Quote all entries exactly, leaving pictures aside.

> SOURCE DATA:
[Start of Attachment]
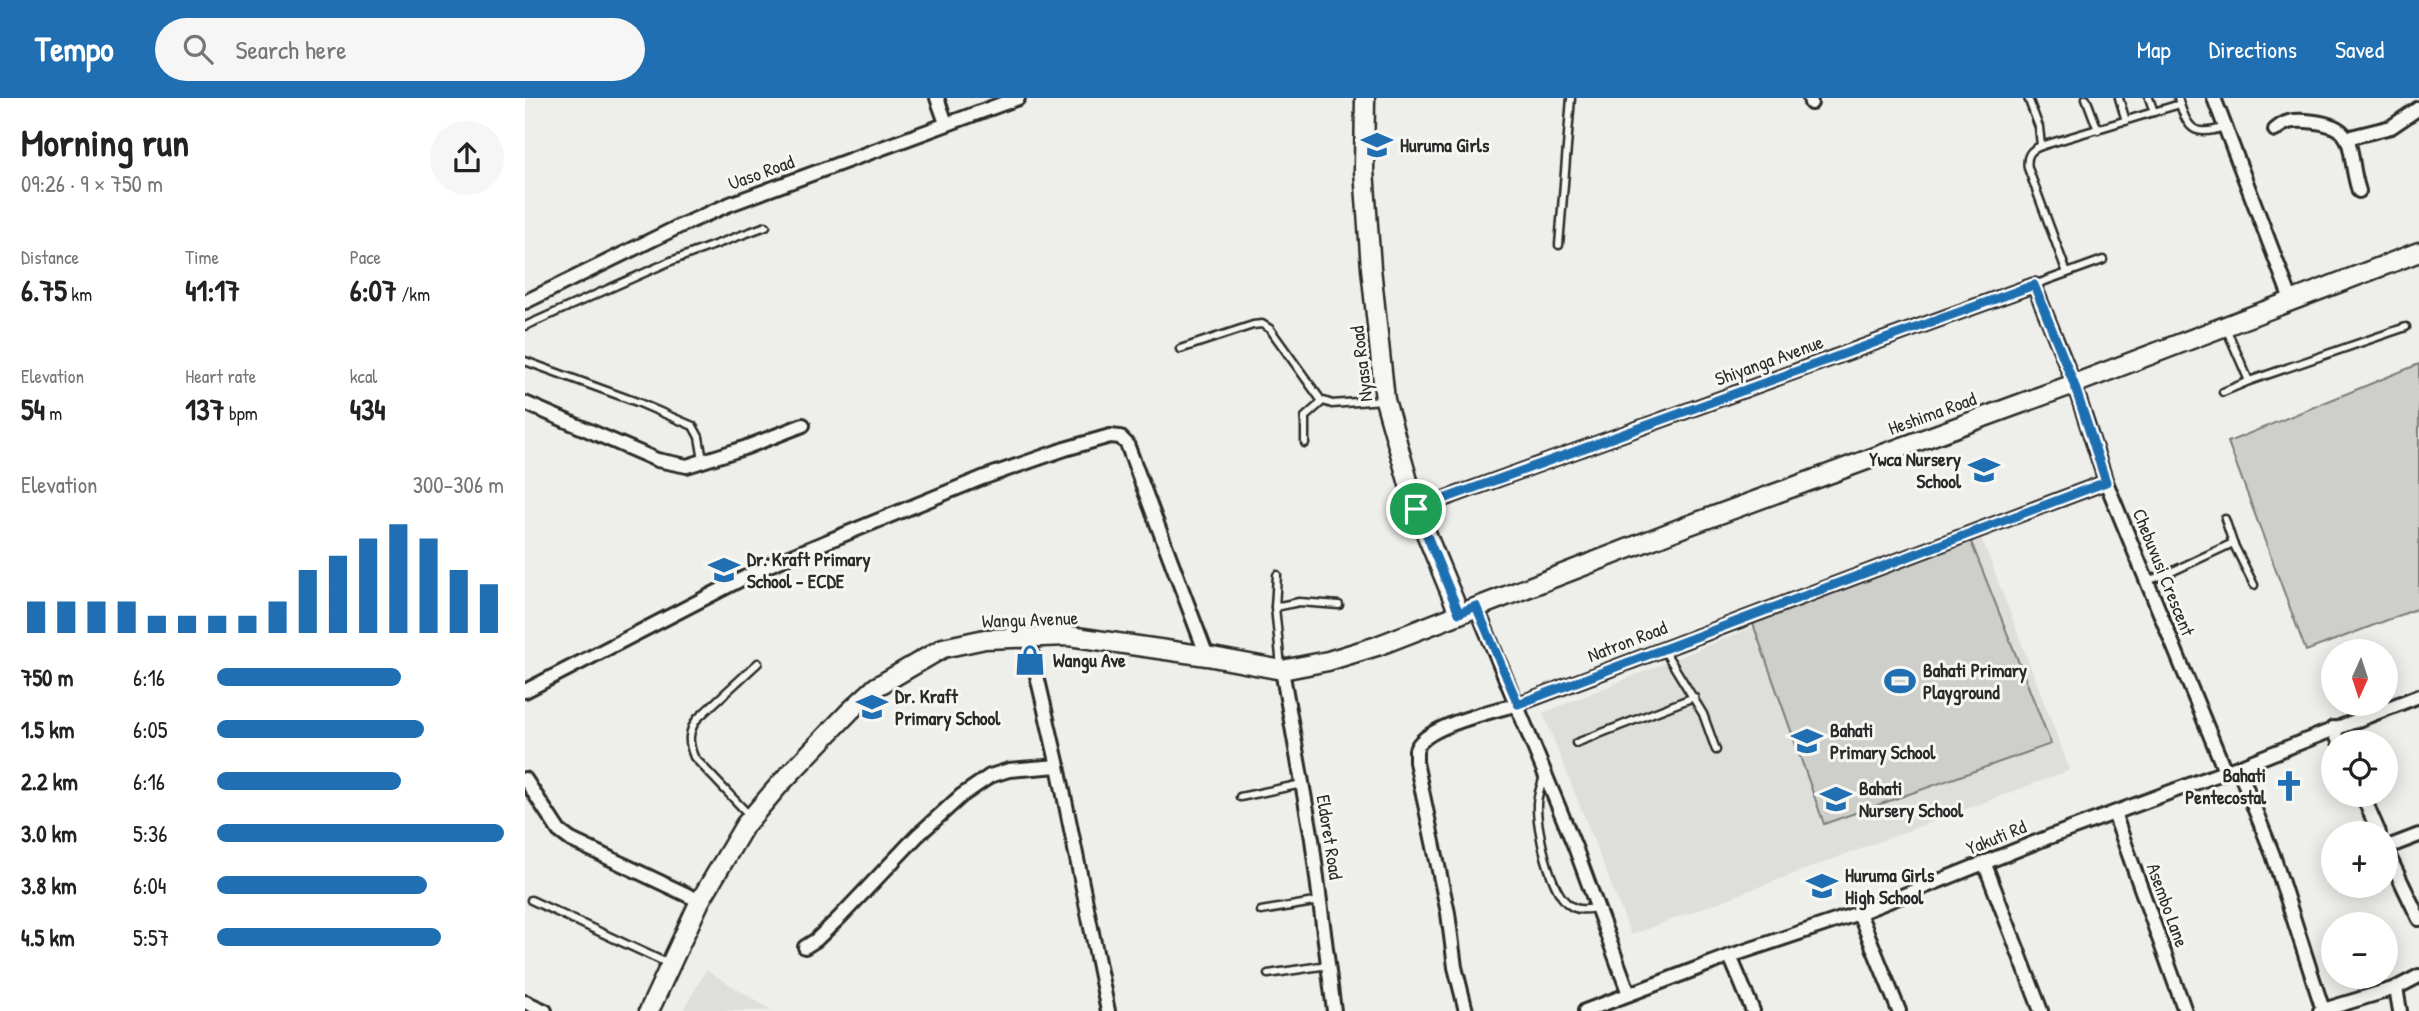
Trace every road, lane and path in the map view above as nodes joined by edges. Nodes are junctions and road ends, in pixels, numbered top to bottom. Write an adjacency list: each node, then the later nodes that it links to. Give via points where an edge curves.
1 (937, 98): 14 (street)
2 (1018, 98): 14 (street, Uaso Road)
3 (1365, 98): 37 (street, Nyasa Road, via 1367,218)
4 (1571, 98): 22 (lane)
5 (2028, 98): 19 (lane)
6 (2086, 98): 16 (lane)
7 (2119, 98): 13 (lane)
8 (2149, 98): 12 (lane)
9 (2214, 98): 15 (street)
10 (2179, 101): 12 (lane); 15 (lane, via 2187,122 2198,132)
11 (2419, 108): 18 (street, via 2391,127)
12 (2154, 112): 13 (lane)
13 (2126, 121): 16 (lane)
14 (946, 123): 27 (street, Uaso Road, via 730,204)
15 (2225, 127): 28 (street)
16 (2098, 130): 19 (lane)
17 (2275, 130): 18 (street, via 2287,121 2324,123 2336,126)
18 (2347, 138): 20 (street)
19 (2041, 146): 25 (lane, via 2030,152 2028,166)
20 (2359, 191)
21 (766, 226): 29 (lane, via 671,261)
22 (1559, 246)
23 (2419, 252): 28 (street, Heshima Road)
24 (2103, 260): 25 (lane)
25 (2067, 273): 26 (lane)
26 (2034, 285): 35 (street); 44 (street, Shiyanga Avenue)
27 (525, 302)
28 (2292, 302): 30 (street, Heshima Road)
29 (525, 326)
30 (2225, 326): 34 (lane); 35 (street, Heshima Road)
31 (2406, 327): 34 (lane)
32 (1180, 349): 38 (lane, via 1264,325)
33 (525, 361): 42 (lane, via 692,426)
34 (2249, 381): 36 (lane)
35 (2074, 384): 43 (street, Chebuvusi Crescent); 51 (street, Heshima Road)
36 (2223, 392)
37 (1385, 400): 38 (lane); 44 (street, Nyasa Road)
38 (1323, 401): 41 (lane, via 1305,417)
39 (525, 403): 42 (street, via 657,460 687,466)
40 (803, 425): 42 (street)
41 (1305, 443)
42 (703, 462)
43 (2106, 482): 48 (street, Chebuvusi Crescent); 55 (street, Natron Road)
44 (1416, 509): 53 (street, Nyasa Road)
45 (2225, 519): 46 (lane)
46 (2233, 543): 48 (lane); 49 (lane)
47 (1277, 575): 52 (lane)
48 (2147, 581): 68 (street, Chebuvusi Crescent)
49 (2255, 585)
50 (1339, 606): 52 (lane, via 1299,602)
51 (1476, 606): 53 (street, Heshima Road); 62 (street)
52 (1275, 607): 58 (lane)
53 (1459, 613): 58 (street, Wangu Avenue, via 1377,646)
54 (1028, 637): 56 (street, Wangu Avenue, via 1092,638); 66 (street); 74 (street, Wangu Avenue, via 985,639 943,648 876,687)
55 (1663, 649): 61 (lane); 62 (street, Natron Road)
56 (1207, 656): 58 (street, Wangu Avenue); 59 (street, via 1127,444 1110,436 982,478 767,566)
57 (758, 663): 74 (lane, via 689,730 694,757)
58 (1282, 670): 71 (street, Eldoret Road)
59 (525, 691)
60 (2419, 696): 63 (street, Yakuti Rd)
61 (1694, 697): 64 (lane); 65 (lane)
62 (1518, 704): 69 (street); 102 (street, Natron Road, via 1450,725 1431,734 1416,751)
63 (2333, 728): 67 (street, Yakuti Rd)
64 (1576, 743)
65 (1716, 750)
66 (1058, 766): 86 (street, via 1009,770 990,776 961,796); 100 (street)
67 (2238, 767): 68 (street, Yakuti Rd); 108 (street, via 2273,855)
68 (2225, 771): 73 (street, Yakuti Rd)
69 (1545, 774): 82 (street); 82 (lane, via 1537,806 1555,887 1568,905 1578,910)
70 (525, 779): 80 (street, via 559,831 571,840)
71 (1302, 784): 72 (lane); 81 (street, Eldoret Road)
72 (1240, 797)
73 (2114, 813): 77 (street, Yakuti Rd); 107 (street, Asembo Lane)
74 (751, 817): 80 (street, Wangu Avenue)
75 (2419, 835): 76 (street)
76 (2398, 843)
77 (1985, 862): 84 (street, Yakuti Rd); 106 (street)
78 (2398, 875): 85 (street)
79 (531, 900): 88 (lane)
80 (700, 901): 88 (street, Wangu Avenue)
81 (1320, 901): 83 (lane); 89 (street, Eldoret Road)
82 (1597, 908): 95 (street)
83 (1261, 911)
84 (1859, 913): 87 (street, Yakuti Rd); 105 (street)
85 (2419, 919)
86 (805, 947)
87 (1730, 956): 95 (street, Yakuti Rd); 104 (street)
88 (671, 965): 99 (street, Wangu Avenue)
89 (1328, 965): 90 (lane); 101 (street, Eldoret Road)
90 (1268, 974)
91 (2419, 976): 92 (street)
92 (2398, 987)
93 (2393, 989): 108 (street)
94 (2396, 989): 109 (street)
95 (1629, 994): 97 (street, Yakuti Rd)
96 (525, 1002): 98 (street)
97 (1602, 1008): 103 (street, Yakuti Rd)
98 (545, 1011)
99 (649, 1011)
100 (1108, 1011)
101 (1334, 1011)
102 (1466, 1011)
103 (1585, 1011)
104 (1753, 1011)
105 (1899, 1011)
106 (2041, 1011)
107 (2185, 1011)
108 (2322, 1011)
109 (2400, 1011)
[End of Attachment]
> SOLUTION FOR THIS PROBLEM:
Trace every road, lane and path in the map view above as nodes joined by edges. Nodes are junctions and road ends, in pixels, numbered top to bottom. Write an adjacency list: each node, then the later nodes that it links to. Give via points where an edge curves.
1 (937, 98): 14 (street)
2 (1018, 98): 14 (street, Uaso Road)
3 (1365, 98): 37 (street, Nyasa Road, via 1367,218)
4 (1571, 98): 22 (lane)
5 (2028, 98): 19 (lane)
6 (2086, 98): 16 (lane)
7 (2119, 98): 13 (lane)
8 (2149, 98): 12 (lane)
9 (2214, 98): 15 (street)
10 (2179, 101): 12 (lane); 15 (lane, via 2187,122 2198,132)
11 (2419, 108): 18 (street, via 2391,127)
12 (2154, 112): 13 (lane)
13 (2126, 121): 16 (lane)
14 (946, 123): 27 (street, Uaso Road, via 730,204)
15 (2225, 127): 28 (street)
16 (2098, 130): 19 (lane)
17 (2275, 130): 18 (street, via 2287,121 2324,123 2336,126)
18 (2347, 138): 20 (street)
19 (2041, 146): 25 (lane, via 2030,152 2028,166)
20 (2359, 191)
21 (766, 226): 29 (lane, via 671,261)
22 (1559, 246)
23 (2419, 252): 28 (street, Heshima Road)
24 (2103, 260): 25 (lane)
25 (2067, 273): 26 (lane)
26 (2034, 285): 35 (street); 44 (street, Shiyanga Avenue)
27 (525, 302)
28 (2292, 302): 30 (street, Heshima Road)
29 (525, 326)
30 (2225, 326): 34 (lane); 35 (street, Heshima Road)
31 (2406, 327): 34 (lane)
32 (1180, 349): 38 (lane, via 1264,325)
33 (525, 361): 42 (lane, via 692,426)
34 (2249, 381): 36 (lane)
35 (2074, 384): 43 (street, Chebuvusi Crescent); 51 (street, Heshima Road)
36 (2223, 392)
37 (1385, 400): 38 (lane); 44 (street, Nyasa Road)
38 (1323, 401): 41 (lane, via 1305,417)
39 (525, 403): 42 (street, via 657,460 687,466)
40 (803, 425): 42 (street)
41 (1305, 443)
42 (703, 462)
43 (2106, 482): 48 (street, Chebuvusi Crescent); 55 (street, Natron Road)
44 (1416, 509): 53 (street, Nyasa Road)
45 (2225, 519): 46 (lane)
46 (2233, 543): 48 (lane); 49 (lane)
47 (1277, 575): 52 (lane)
48 (2147, 581): 68 (street, Chebuvusi Crescent)
49 (2255, 585)
50 (1339, 606): 52 (lane, via 1299,602)
51 (1476, 606): 53 (street, Heshima Road); 62 (street)
52 (1275, 607): 58 (lane)
53 (1459, 613): 58 (street, Wangu Avenue, via 1377,646)
54 (1028, 637): 56 (street, Wangu Avenue, via 1092,638); 66 (street); 74 (street, Wangu Avenue, via 985,639 943,648 876,687)
55 (1663, 649): 61 (lane); 62 (street, Natron Road)
56 (1207, 656): 58 (street, Wangu Avenue); 59 (street, via 1127,444 1110,436 982,478 767,566)
57 (758, 663): 74 (lane, via 689,730 694,757)
58 (1282, 670): 71 (street, Eldoret Road)
59 (525, 691)
60 (2419, 696): 63 (street, Yakuti Rd)
61 (1694, 697): 64 (lane); 65 (lane)
62 (1518, 704): 69 (street); 102 (street, Natron Road, via 1450,725 1431,734 1416,751)
63 (2333, 728): 67 (street, Yakuti Rd)
64 (1576, 743)
65 (1716, 750)
66 (1058, 766): 86 (street, via 1009,770 990,776 961,796); 100 (street)
67 (2238, 767): 68 (street, Yakuti Rd); 108 (street, via 2273,855)
68 (2225, 771): 73 (street, Yakuti Rd)
69 (1545, 774): 82 (street); 82 (lane, via 1537,806 1555,887 1568,905 1578,910)
70 (525, 779): 80 (street, via 559,831 571,840)
71 (1302, 784): 72 (lane); 81 (street, Eldoret Road)
72 (1240, 797)
73 (2114, 813): 77 (street, Yakuti Rd); 107 (street, Asembo Lane)
74 (751, 817): 80 (street, Wangu Avenue)
75 (2419, 835): 76 (street)
76 (2398, 843)
77 (1985, 862): 84 (street, Yakuti Rd); 106 (street)
78 (2398, 875): 85 (street)
79 (531, 900): 88 (lane)
80 (700, 901): 88 (street, Wangu Avenue)
81 (1320, 901): 83 (lane); 89 (street, Eldoret Road)
82 (1597, 908): 95 (street)
83 (1261, 911)
84 (1859, 913): 87 (street, Yakuti Rd); 105 (street)
85 (2419, 919)
86 (805, 947)
87 (1730, 956): 95 (street, Yakuti Rd); 104 (street)
88 (671, 965): 99 (street, Wangu Avenue)
89 (1328, 965): 90 (lane); 101 (street, Eldoret Road)
90 (1268, 974)
91 (2419, 976): 92 (street)
92 (2398, 987)
93 (2393, 989): 108 (street)
94 (2396, 989): 109 (street)
95 (1629, 994): 97 (street, Yakuti Rd)
96 (525, 1002): 98 (street)
97 (1602, 1008): 103 (street, Yakuti Rd)
98 (545, 1011)
99 (649, 1011)
100 (1108, 1011)
101 (1334, 1011)
102 (1466, 1011)
103 (1585, 1011)
104 (1753, 1011)
105 (1899, 1011)
106 (2041, 1011)
107 (2185, 1011)
108 (2322, 1011)
109 (2400, 1011)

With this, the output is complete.